Pendant des années, la commune de Gobo n'était pas restée les bras croisés. Consciente de la souffrance de ses habitants, elle avait financé la réalisation d'un forage équipé d'une pompe à motricité humaine. Un premier souffle d'espoir. Mais la pompe tombait régulièrement en panne, faute de pièces, faute de techniciens, faute de moyens. Et à chaque panne, le village retournait au fleuve. L'espoir, lui aussi, avait ses saisons sèches.

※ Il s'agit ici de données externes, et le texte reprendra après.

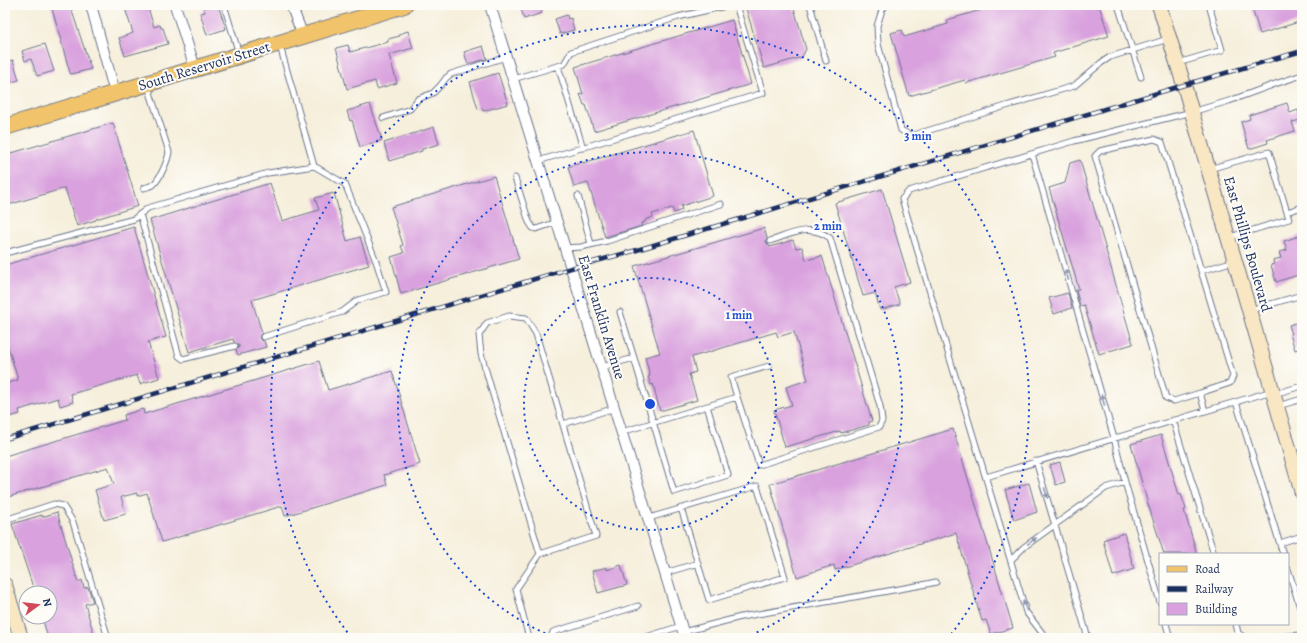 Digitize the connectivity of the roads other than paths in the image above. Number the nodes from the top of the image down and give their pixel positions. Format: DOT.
graph roads {
  1 [pos="92,5"];
  2 [pos="175,5"];
  3 [pos="224,5"];
  4 [pos="291,5"];
  5 [pos="404,5"];
  6 [pos="490,5"];
  7 [pos="730,5"];
  8 [pos="736,5"];
  9 [pos="810,5"];
  10 [pos="886,5"];
  11 [pos="1118,5"];
  12 [pos="1159,5"];
  13 [pos="1209,5"];
  14 [pos="303,36"];
  15 [pos="1170,38"];
  16 [pos="279,43"];
  17 [pos="1132,50"];
  18 [pos="240,55"];
  19 [pos="506,57"];
  20 [pos="826,61"];
  21 [pos="1177,63"];
  22 [pos="558,66"];
  23 [pos="195,68"];
  24 [pos="1302,75"];
  25 [pos="1141,77"];
  26 [pos="513,79"];
  27 [pos="147,83"];
  28 [pos="115,93"];
  29 [pos="1192,112"];
  30 [pos="383,118"];
  31 [pos="5,127"];
  32 [pos="583,148"];
  33 [pos="1032,154"];
  34 [pos="538,161"];
  35 [pos="314,166"];
  36 [pos="1208,169"];
  37 [pos="515,178"];
  38 [pos="144,188"];
  39 [pos="578,196"];
  40 [pos="721,204"];
  41 [pos="1302,207"];
  42 [pos="1287,212"];
  43 [pos="140,214"];
  44 [pos="557,222"];
  45 [pos="1228,238"];
  46 [pos="770,241"];
  47 [pos="591,244"];
  48 [pos="565,248"];
  49 [pos="5,253"];
  50 [pos="1235,261"];
  51 [pos="1201,271"];
  52 [pos="1302,295"];
  53 [pos="1249,310"];
  54 [pos="620,312"];
  55 [pos="263,338"];
  56 [pos="235,346"];
  57 [pos="634,358"];
  58 [pos="768,366"];
  59 [pos="602,367"];
  60 [pos="1302,386"];
  61 [pos="1200,393"];
  62 [pos="737,397"];
  63 [pos="1274,397"];
  64 [pos="1302,399"];
  65 [pos="1236,402"];
  66 [pos="707,406"];
  67 [pos="615,408"];
  68 [pos="1205,411"];
  69 [pos="1173,420"];
  70 [pos="654,421"];
  71 [pos="563,424"];
  72 [pos="622,432"];
  73 [pos="1114,438"];
  74 [pos="1036,462"];
  75 [pos="986,477"];
  76 [pos="1125,482"];
  77 [pos="1302,493"];
  78 [pos="681,508"];
  79 [pos="649,518"];
  80 [pos="5,520"];
  81 [pos="1055,524"];
  82 [pos="1302,536"];
  83 [pos="1280,543"];
  84 [pos="1214,553"];
  85 [pos="1283,553"];
  86 [pos="540,554"];
  87 [pos="1011,560"];
  88 [pos="698,563"];
  89 [pos="1289,572"];
  90 [pos="665,574"];
  91 [pos="936,582"];
  92 [pos="5,585"];
  93 [pos="1159,599"];
  94 [pos="638,606"];
  95 [pos="1302,614"];
  96 [pos="1166,625"];
  97 [pos="1236,625"];
  98 [pos="683,632"];
  99 [pos="1302,633"];
  100 [pos="20,638"];
  101 [pos="108,638"];
  102 [pos="529,638"];
  103 [pos="551,638"];
  104 [pos="643,638"];
  105 [pos="1046,638"];
  106 [pos="1088,638"];
  107 [pos="1170,638"];
  108 [pos="1245,638"];
  109 [pos="1264,638"];
  1 -- 28 [label="street"];
  2 -- 23 [label="street"];
  3 -- 18 [label="lane"];
  4 -- 14 [label="street"];
  5 -- 14 [label="main road, South Reservoir Street"];
  6 -- 19 [label="street, East Franklin Avenue"];
  7 -- 22 [label="lane"];
  8 -- 32 [label="lane"];
  9 -- 20 [label="lane"];
  10 -- 17 [label="lane"];
  11 -- 17 [label="lane"];
  12 -- 15 [label="street, East Phillips Boulevard"];
  13 -- 21 [label="lane"];
  14 -- 16 [label="main road, South Reservoir Street"];
  15 -- 17 [label="lane"];
  15 -- 21 [label="street, East Phillips Boulevard"];
  16 -- 18 [label="main road, South Reservoir Street"];
  16 -- 35 [label="lane"];
  17 -- 25 [label="lane"];
  18 -- 23 [label="main road, South Reservoir Street"];
  19 -- 26 [label="street, East Franklin Avenue"];
  19 -- 30 [label="lane"];
  21 -- 29 [label="street, East Phillips Boulevard"];
  22 -- 26 [label="lane"];
  22 -- 32 [label="lane"];
  23 -- 27 [label="main road, South Reservoir Street"];
  24 -- 29 [label="lane"];
  26 -- 34 [label="street, East Franklin Avenue"];
  27 -- 28 [label="main road, South Reservoir Street"];
  27 -- 38 [label="lane"];
  28 -- 31 [label="main road, South Reservoir Street"];
  29 -- 33 [label="lane"];
  29 -- 36 [label="street, East Phillips Boulevard"];
  32 -- 34 [label="lane"];
  73 -- 33 [label="lane, one-way"];
  33 -- 75 [label="lane"];
  34 -- 44 [label="street, East Franklin Avenue"];
  35 -- 43 [label="lane"];
  35 -- 55 [label="lane"];
  36 -- 42 [label="lane"];
  36 -- 45 [label="street, East Phillips Boulevard"];
  37 -- 44 [label="lane"];
  39 -- 47 [label="lane"];
  40 -- 47 [label="lane"];
  41 -- 42 [label="lane"];
  42 -- 45 [label="lane"];
  43 -- 49 [label="lane"];
  43 -- 56 [label="lane"];
  44 -- 48 [label="street, East Franklin Avenue"];
  45 -- 50 [label="street, East Phillips Boulevard"];
  46 -- 62 [label="lane"];
  47 -- 48 [label="lane"];
  48 -- 59 [label="street, East Franklin Avenue"];
  50 -- 51 [label="lane"];
  50 -- 53 [label="street, East Phillips Boulevard"];
  51 -- 61 [label="lane"];
  51 -- 61 [label="lane"];
  52 -- 53 [label="lane"];
  53 -- 63 [label="street, East Phillips Boulevard"];
  54 -- 57 [label="lane"];
  57 -- 59 [label="lane"];
  57 -- 70 [label="lane"];
  58 -- 62 [label="lane"];
  59 -- 67 [label="street, East Franklin Avenue"];
  60 -- 63 [label="lane"];
  61 -- 68 [label="lane"];
  62 -- 66 [label="lane"];
  63 -- 64 [label="lane"];
  63 -- 65 [label="lane"];
  63 -- 77 [label="street, East Phillips Boulevard"];
  65 -- 68 [label="lane"];
  65 -- 83 [label="lane"];
  66 -- 70 [label="lane"];
  66 -- 70 [label="lane"];
  67 -- 71 [label="lane"];
  67 -- 72 [label="street, East Franklin Avenue"];
  68 -- 69 [label="lane"];
  69 -- 73 [label="lane"];
  69 -- 84 [label="lane"];
  70 -- 72 [label="lane"];
  71 -- 86 [label="lane"];
  71 -- 86 [label="lane"];
  72 -- 79 [label="street, East Franklin Avenue"];
  73 -- 74 [label="lane"];
  73 -- 76 [label="lane"];
  74 -- 75 [label="lane"];
  74 -- 81 [label="lane, one-way"];
  75 -- 87 [label="lane"];
  76 -- 81 [label="lane"];
  76 -- 93 [label="lane"];
  78 -- 79 [label="lane"];
  78 -- 88 [label="lane"];
  78 -- 88 [label="lane"];
  79 -- 90 [label="street, East Franklin Avenue"];
  80 -- 101 [label="lane"];
  87 -- 81 [label="lane, one-way"];
  81 -- 106 [label="lane"];
  82 -- 83 [label="lane"];
  83 -- 85 [label="lane"];
  86 -- 102 [label="lane"];
  105 -- 87 [label="lane, one-way"];
  88 -- 90 [label="lane"];
  89 -- 95 [label="lane"];
  90 -- 98 [label="street, East Franklin Avenue"];
  91 -- 98 [label="lane"];
  92 -- 100 [label="street"];
  94 -- 103 [label="lane"];
  96 -- 107 [label="lane"];
  97 -- 108 [label="lane"];
  98 -- 104 [label="lane"];
  99 -- 109 [label="lane"];
}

C'est dans ce contexte de fragilité chronique que l'UNICEF est intervenu, à travers le fonds CERF, mobilisé pour répondre aux crises humanitaires qui frappent le bassin du lac Tchad. Car à Goufga, l'eau insalubre n'était pas seulement une question de confort : c'était une urgence de santé publique, silencieuse mais devastatrice, qui hypothéquait chaque jour l'avenir des enfants.

L'UNICEF a transformé ce point d'eau précaire en un système de pompage solaire fiable et durable. Trois bornes fontaines ont été installées et réparties stratégiquement dans le village, pour que l'eau soit accessible à tous, sans distance excessive, sans dépendance aux caprices mécaniques d'une pompe manuelle. Le soleil, ressource que Goufga n'a jamais manquée, devient désormais le moteur silencieux qui fait couler l'eau propre, jour après jour.

« On nous avait dit que ça allait changer. Mais quand on a vu l'eau claire sortir du robinet pour la première fois, on a compris que cette fois, c'était vrai », témoigne Haranga, habitant du village, encore saisi par l'évidence de ce qu'il voyait.

Aujourd’hui, Cette eau propre et potable devient un droit retrouvé pour les enfants de Goufga. Ils ne grandissent plus avec la peur de tomber malades à chaque gorgée. Ils peuvent aller à l’école, jouer, rêver sans que leur corps ne les trahisse.

Les mères ne regardent plus leurs enfants souffrir en silence, impuissantes face à une eau qui empoisonnait lentement leur quotidien.